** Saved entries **
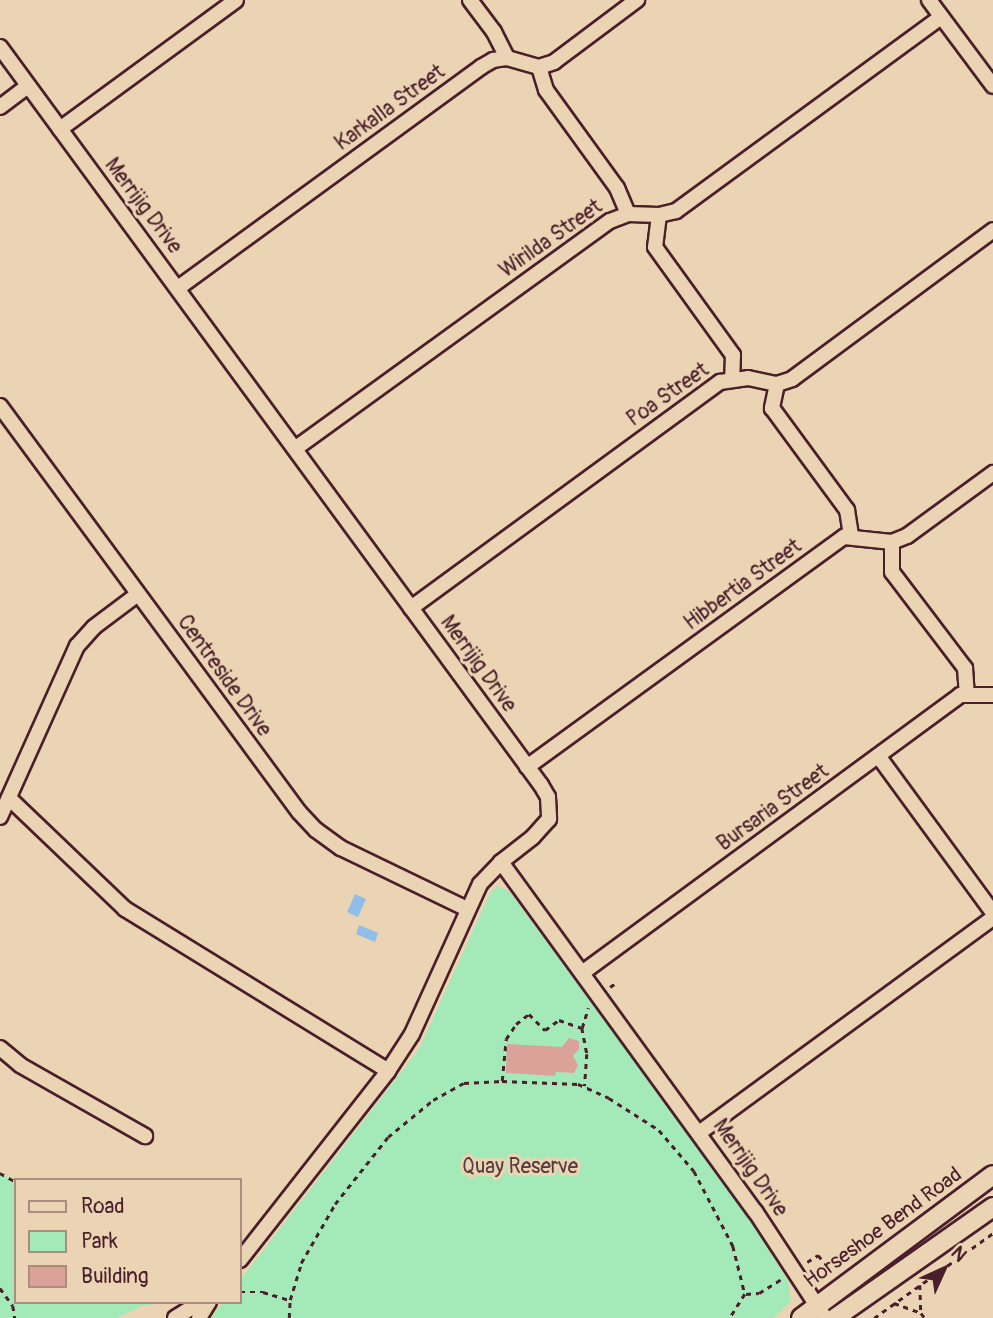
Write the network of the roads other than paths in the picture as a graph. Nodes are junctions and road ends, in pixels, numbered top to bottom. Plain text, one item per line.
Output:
1 (236, 0) edge
2 (470, 0) edge
3 (637, 0) edge
4 (929, 0) edge
5 (941, 17) junction
6 (0, 47) edge
7 (507, 58) junction
8 (539, 67) junction
9 (28, 86) junction
10 (993, 86) edge
11 (0, 107) edge
12 (60, 129) junction
13 (628, 214) junction
14 (659, 215) junction
15 (993, 230) edge
16 (178, 288) junction
17 (732, 378) junction
18 (777, 384) junction
19 (2, 412) edge
20 (296, 448) junction
21 (993, 473) edge
22 (851, 536) junction
23 (892, 542) junction
24 (138, 594) junction
25 (411, 608) junction
26 (967, 694) junction
27 (993, 695) edge
28 (879, 757) junction
29 (527, 767) junction
30 (9, 798) junction
31 (0, 817) edge
32 (501, 862) junction
33 (467, 909) junction
34 (993, 916) edge
35 (582, 973) junction
36 (0, 1048) edge
37 (388, 1070) junction
38 (699, 1132) junction
39 (145, 1136) dead end
40 (993, 1175) edge
41 (993, 1207) edge
42 (242, 1257) edge
43 (198, 1304) edge
44 (821, 1311) edge
45 (175, 1318) edge
46 (801, 1318) edge
47 (835, 1318) edge

1 - 12 street
2 - 7 street
3 - 8 street
4 - 5 street
5 - 10 street
5 - 14 street, Wirilda Street
6 - 9 street, Merrijig Drive
7 - 8 street
7 - 16 street, Karkalla Street
8 - 13 street
9 - 11 street
9 - 12 street, Merrijig Drive
12 - 16 street, Merrijig Drive
13 - 14 street, Wirilda Street
13 - 20 street, Wirilda Street
14 - 17 street
15 - 18 street
16 - 20 street, Merrijig Drive
17 - 18 street, Poa Street
17 - 25 street, Poa Street
18 - 22 street
19 - 24 street, Centreside Drive
20 - 25 street, Merrijig Drive
21 - 23 street
22 - 23 street
22 - 29 street, Hibbertia Street
23 - 26 street
24 - 30 street
24 - 33 street, Centreside Drive
25 - 29 street, Merrijig Drive
26 - 27 street
26 - 28 street, Bursaria Street
28 - 34 street
28 - 35 street, Bursaria Street
29 - 32 street, Merrijig Drive
30 - 31 street
30 - 37 street
32 - 33 street
32 - 35 street, Merrijig Drive
33 - 37 street
34 - 38 street
35 - 38 street, Merrijig Drive
36 - 39 street
37 - 42 street
38 - 44 street, Merrijig Drive
40 - 44 street, Horseshoe Bend Road
41 - 47 street
43 - 45 street
44 - 46 street, Horseshoe Bend Road

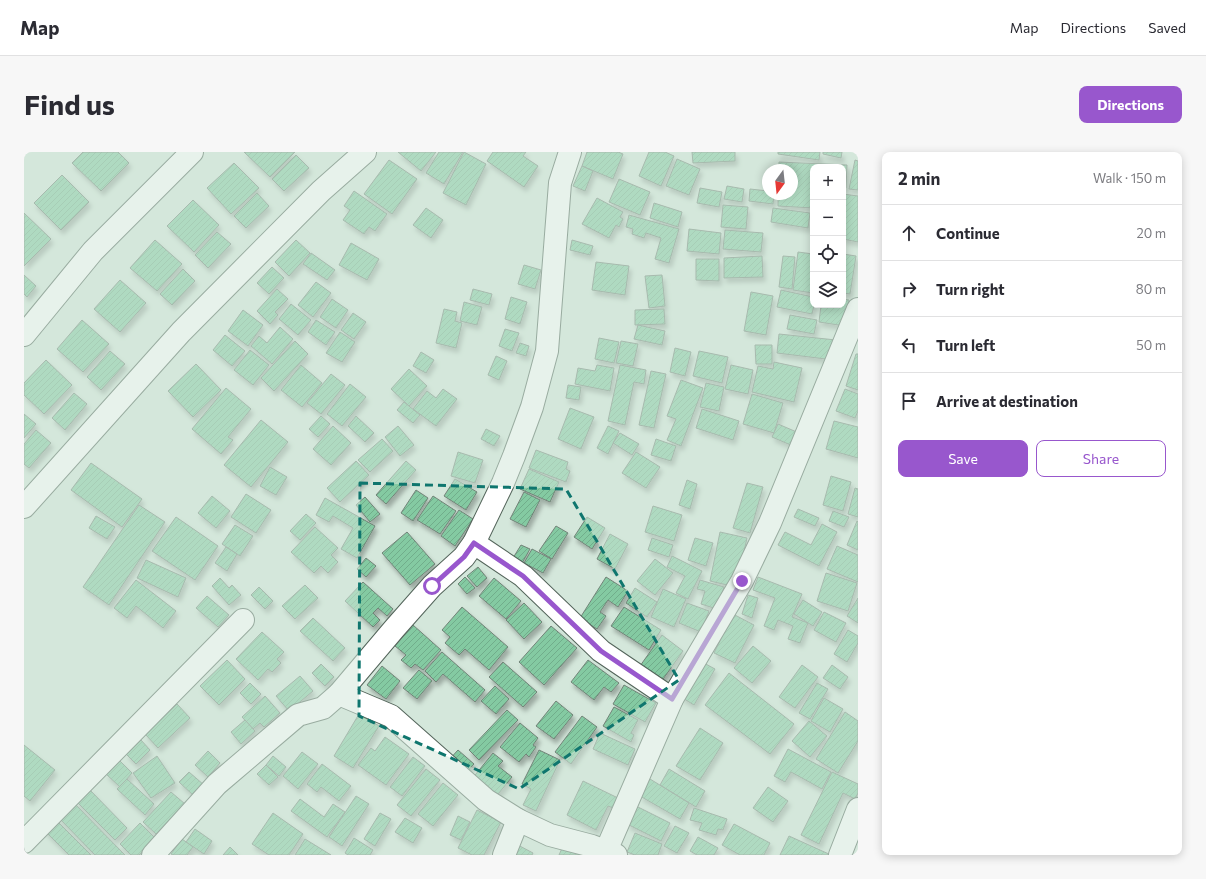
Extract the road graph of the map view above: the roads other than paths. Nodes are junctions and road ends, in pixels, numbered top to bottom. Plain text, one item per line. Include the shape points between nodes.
1 (192, 152) edge
2 (365, 152) edge
3 (570, 152) edge
4 (858, 309) edge
5 (24, 335) edge
6 (852, 338) edge
7 (24, 507) edge
8 (474, 543) junction
9 (244, 620) dead end
10 (339, 694) junction
11 (672, 699) junction
12 (858, 809) edge
13 (518, 820) junction
14 (24, 843) edge
15 (611, 853) edge
16 (37, 855) edge
17 (153, 855) edge
18 (504, 855) edge
19 (840, 855) edge

1 - 5 street via 93,252
2 - 7 street via 321,190 181,332
3 - 8 street via 560,183 547,351 532,407 514,456
4 - 6 street
6 - 11 street via 770,524 742,581
8 - 10 street via 464,557 432,586 403,618
8 - 11 street via 523,576 601,651
9 - 14 street
10 - 13 street via 391,716 486,800
10 - 17 street via 323,708 298,715 217,784
11 - 15 street
12 - 19 street
13 - 15 street via 550,835
13 - 18 street
14 - 16 street

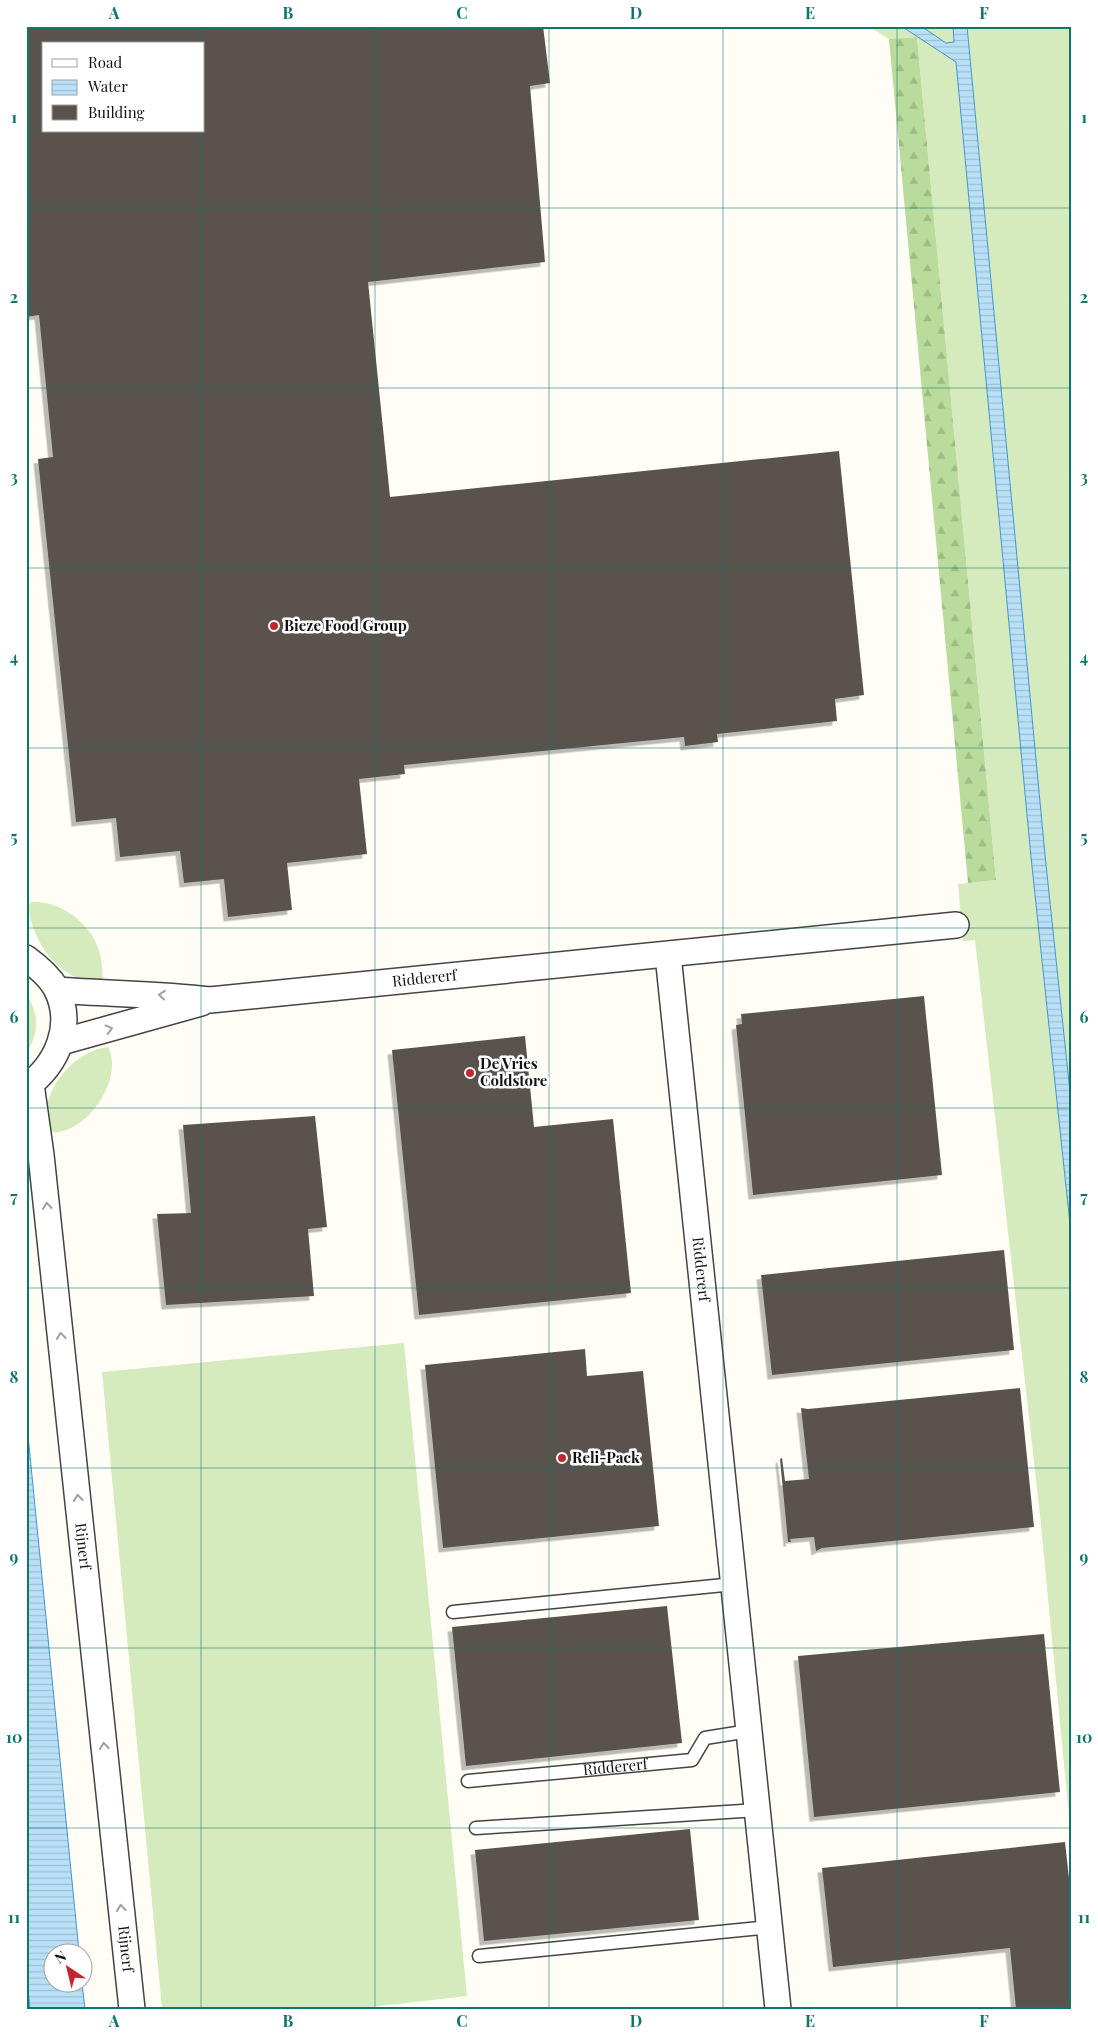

** Exercise requirements **
Give the number of lines in the records that contain the string "Centreside", and write nothing besides that number.

** Solution below **
2